Com base na perícia lofoscópica da impressão digital de um dos arguidos encontrada numa caixa no local e análise da gravação efetuada pelo sistema de vídeo-vigilância, foram detidos Vítor Santos, natural de Lisboa e residente em Vialonga, de 26 anos, e João Roberto, natural de Lisboa e residente na Venda do Pinheiro, de 46 anos, ambos pedreiros de profissão.
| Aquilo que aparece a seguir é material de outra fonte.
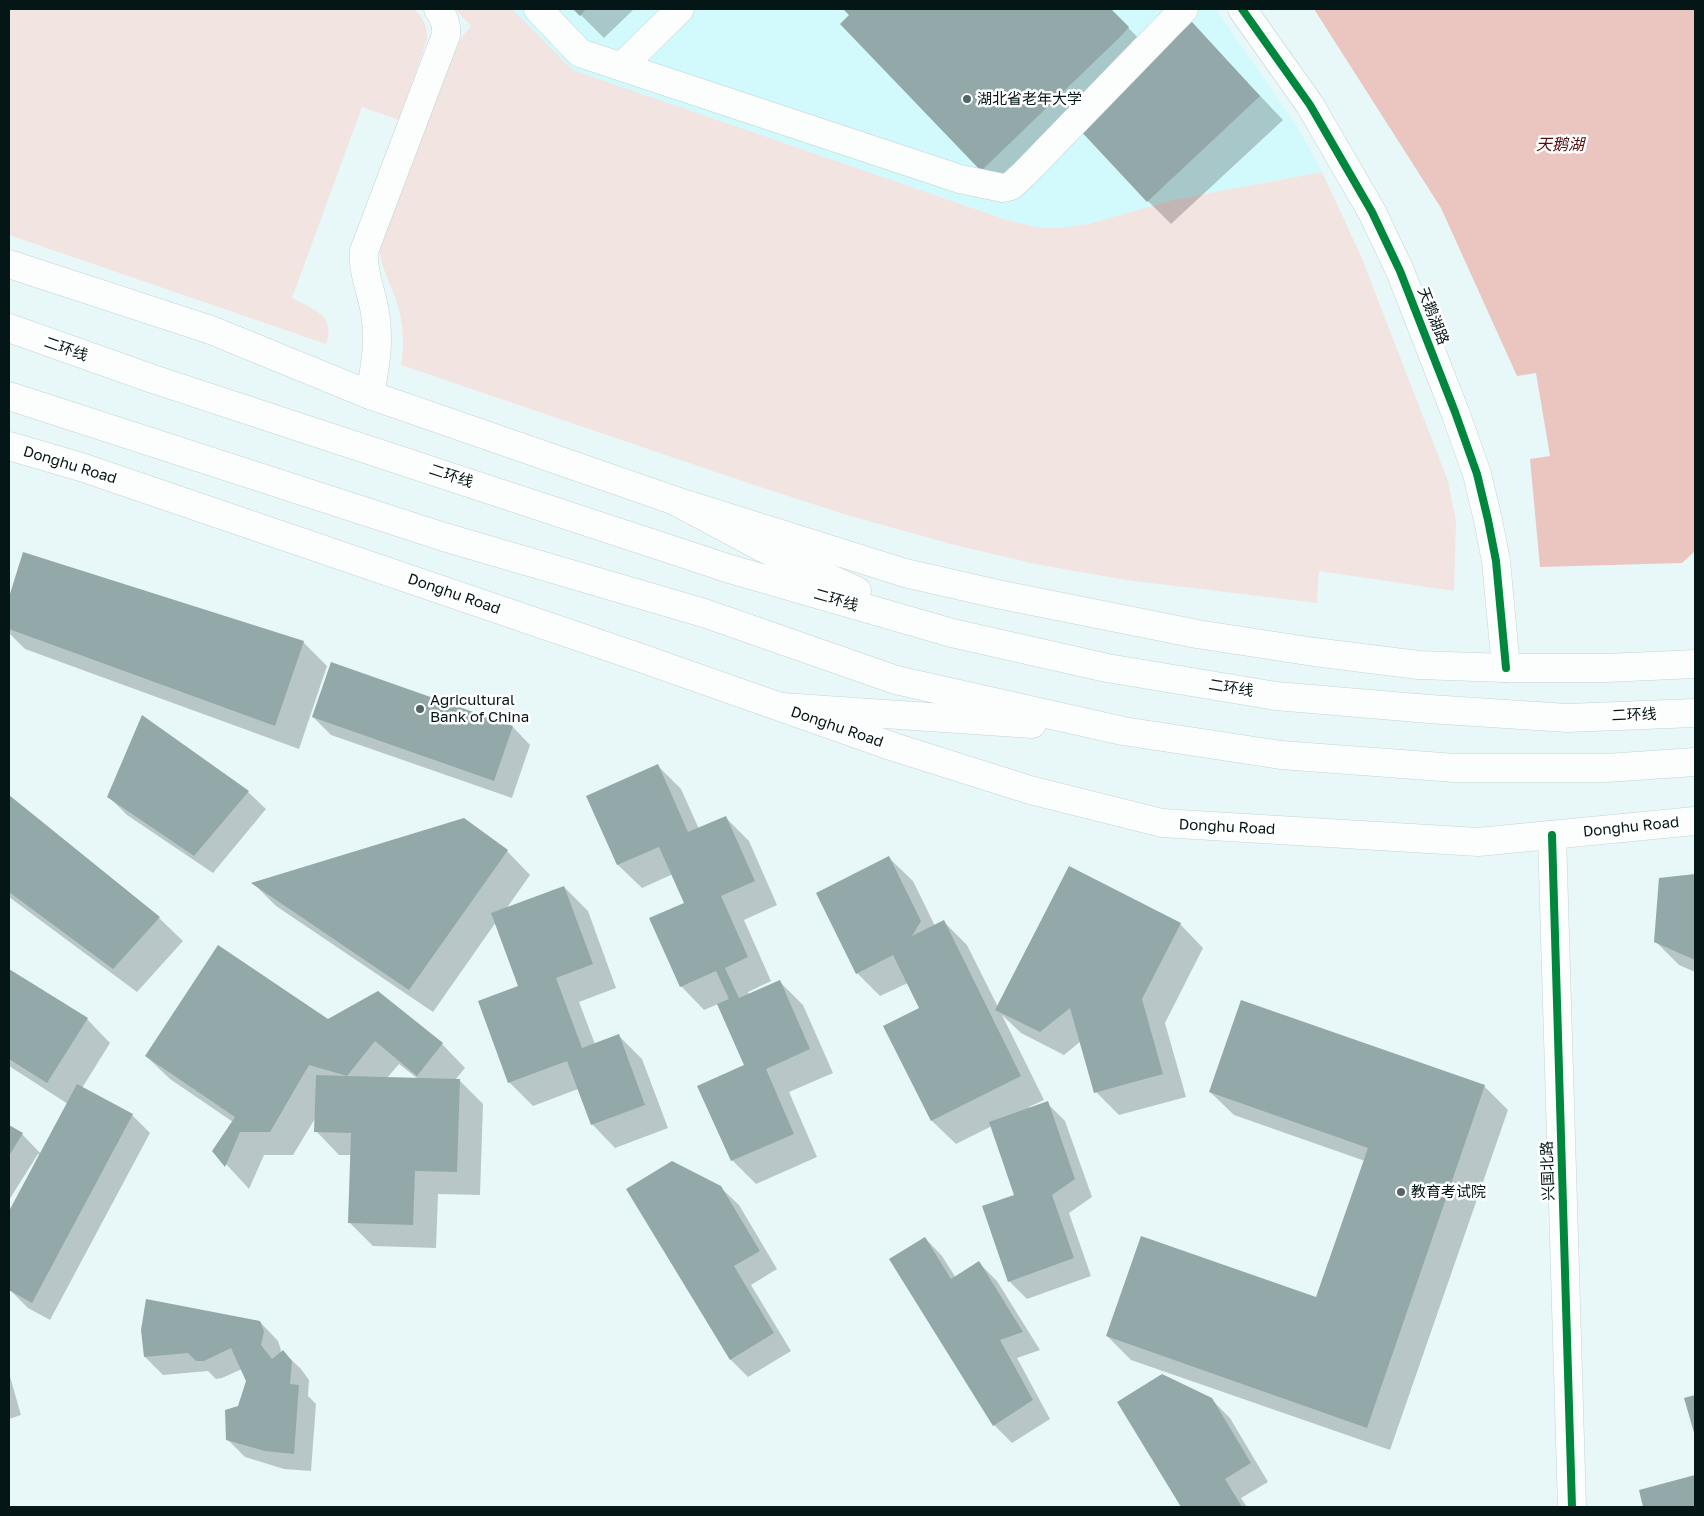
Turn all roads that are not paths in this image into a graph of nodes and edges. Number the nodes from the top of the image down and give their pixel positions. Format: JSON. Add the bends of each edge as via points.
{"nodes":[{"id":1,"x":438,"y":9,"type":"edge"},
{"id":2,"x":538,"y":9,"type":"edge"},
{"id":3,"x":680,"y":9,"type":"edge"},
{"id":4,"x":1184,"y":9,"type":"edge"},
{"id":5,"x":1242,"y":9,"type":"edge"},
{"id":6,"x":622,"y":66,"type":"junction"},
{"id":7,"x":9,"y":264,"type":"edge"},
{"id":8,"x":9,"y":328,"type":"edge"},
{"id":9,"x":370,"y":395,"type":"junction"},
{"id":10,"x":9,"y":396,"type":"edge"},
{"id":11,"x":9,"y":446,"type":"edge"},
{"id":12,"x":673,"y":500,"type":"junction"},
{"id":13,"x":1695,"y":664,"type":"edge"},
{"id":14,"x":1107,"y":668,"type":"junction"},
{"id":15,"x":1506,"y":668,"type":"junction"},
{"id":16,"x":782,"y":707,"type":"junction"},
{"id":17,"x":1695,"y":713,"type":"edge"},
{"id":18,"x":1123,"y":731,"type":"junction"},
{"id":19,"x":1695,"y":762,"type":"edge"},
{"id":20,"x":1695,"y":821,"type":"edge"},
{"id":21,"x":1552,"y":835,"type":"junction"},
{"id":22,"x":1572,"y":1507,"type":"edge"}],
"edges":[{"from":1,"to":9,"type":"main road","via":[[444,18],[446,34],[364,251],[377,327]]},
{"from":2,"to":6,"type":"main road","via":[[580,53]]},
{"from":3,"to":6,"type":"main road"},
{"from":4,"to":6,"type":"main road","via":[[1024,174],[1011,186],[1003,188],[960,179]]},
{"from":5,"to":15,"type":"main road","name":"天鹅湖路","via":[[1310,104],[1372,212],[1400,271],[1476,474],[1496,561]]},
{"from":7,"to":9,"type":"main road","via":[[211,330]]},
{"from":8,"to":14,"type":"main road","name":"二环线","via":[[153,379],[730,569],[952,633]]},
{"from":9,"to":12,"type":"main road"},
{"from":10,"to":18,"type":"main road","via":[[444,537],[704,613],[896,680]]},
{"from":11,"to":16,"type":"main road","name":"Donghu Road","via":[[100,474]]},
{"from":12,"to":14,"type":"main road","via":[[761,547],[860,592]]},
{"from":12,"to":15,"type":"main road","via":[[905,573],[1079,611],[1314,652],[1418,665]]},
{"from":13,"to":15,"type":"main road"},
{"from":14,"to":17,"type":"main road","name":"二环线","via":[[1276,696],[1429,709],[1568,718]]},
{"from":16,"to":18,"type":"main road"},
{"from":16,"to":21,"type":"main road","name":"Donghu Road","via":[[1030,790],[1162,823],[1478,842]]},
{"from":18,"to":19,"type":"main road","via":[[1280,755],[1455,768],[1606,768]]},
{"from":20,"to":21,"type":"main road","name":"Donghu Road"},
{"from":21,"to":22,"type":"main road","name":"兴国北路"}]}
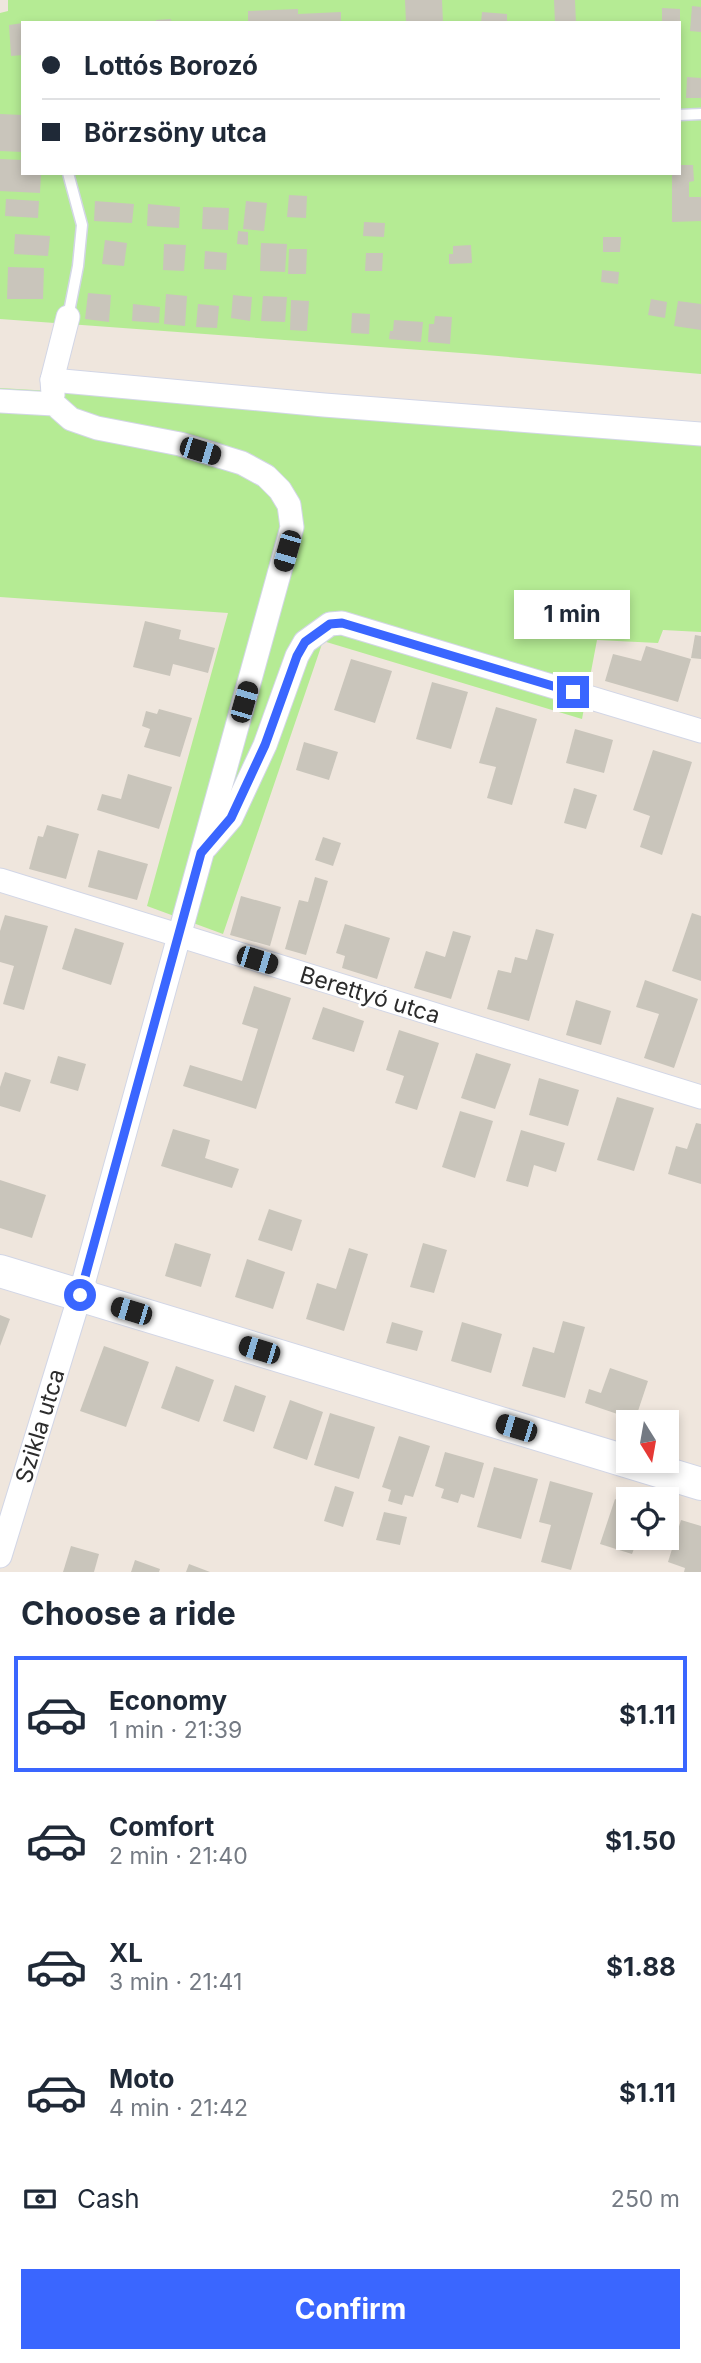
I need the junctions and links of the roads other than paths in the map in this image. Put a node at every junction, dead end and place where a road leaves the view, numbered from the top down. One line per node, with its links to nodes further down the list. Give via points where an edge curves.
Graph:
1 (701, 114): 2 (lane)
2 (681, 115)
3 (69, 175): 4 (lane, via 82,225)
4 (68, 317): 5 (street)
5 (52, 380): 7 (street); 8 (street)
6 (0, 401): 7 (street)
7 (54, 404): 10 (street, Szikla utca, via 71,419 97,428 180,444 242,463 266,476 289,505 292,527 287,551)
8 (701, 434)
9 (701, 731): 10 (street, via 342,623 330,624 305,642 297,656 265,745 231,818)
10 (201, 853): 12 (street, Szikla utca)
11 (0, 880): 12 (street, Berettyó utca)
12 (178, 936): 13 (street, Berettyó utca); 15 (street, Szikla utca)
13 (701, 1097)
14 (0, 1271): 15 (main road)
15 (80, 1295): 16 (main road); 17 (street, Szikla utca)
16 (701, 1484)
17 (0, 1556)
Vítor Santos confessou que apenas retirou alguns dos produtos referidos na acusação, os quais não conseguiu concretizar. João Roberto negou os factos que lhe eram imputados. Nenhum dos bens subtraídos pelos arguidos foi recuperado, tendo, segundo o Tribunal, sido repartidos pelos arguidos e por si utilizados em proveito próprio.
O Tribunal decidiu condená-los pela prática, em coautoria, de um crime de furto qualificado, e por crime de condução sem habilitação legal. Ambos os arguidos possuíam antecedentes criminais por conduzirem sem carta, tendo o mais novo treze condenações e o mais velho três.
A Vítor Santos foi aplicada a pena única de dois anos e dez meses de prisão, e a João Roberto dois anos e sete meses de prisão, ambas suspensas pelos respetivos períodos. Foram também obrigados ao pagamento, de 500 euros, cada um, ao Município de Óbidos.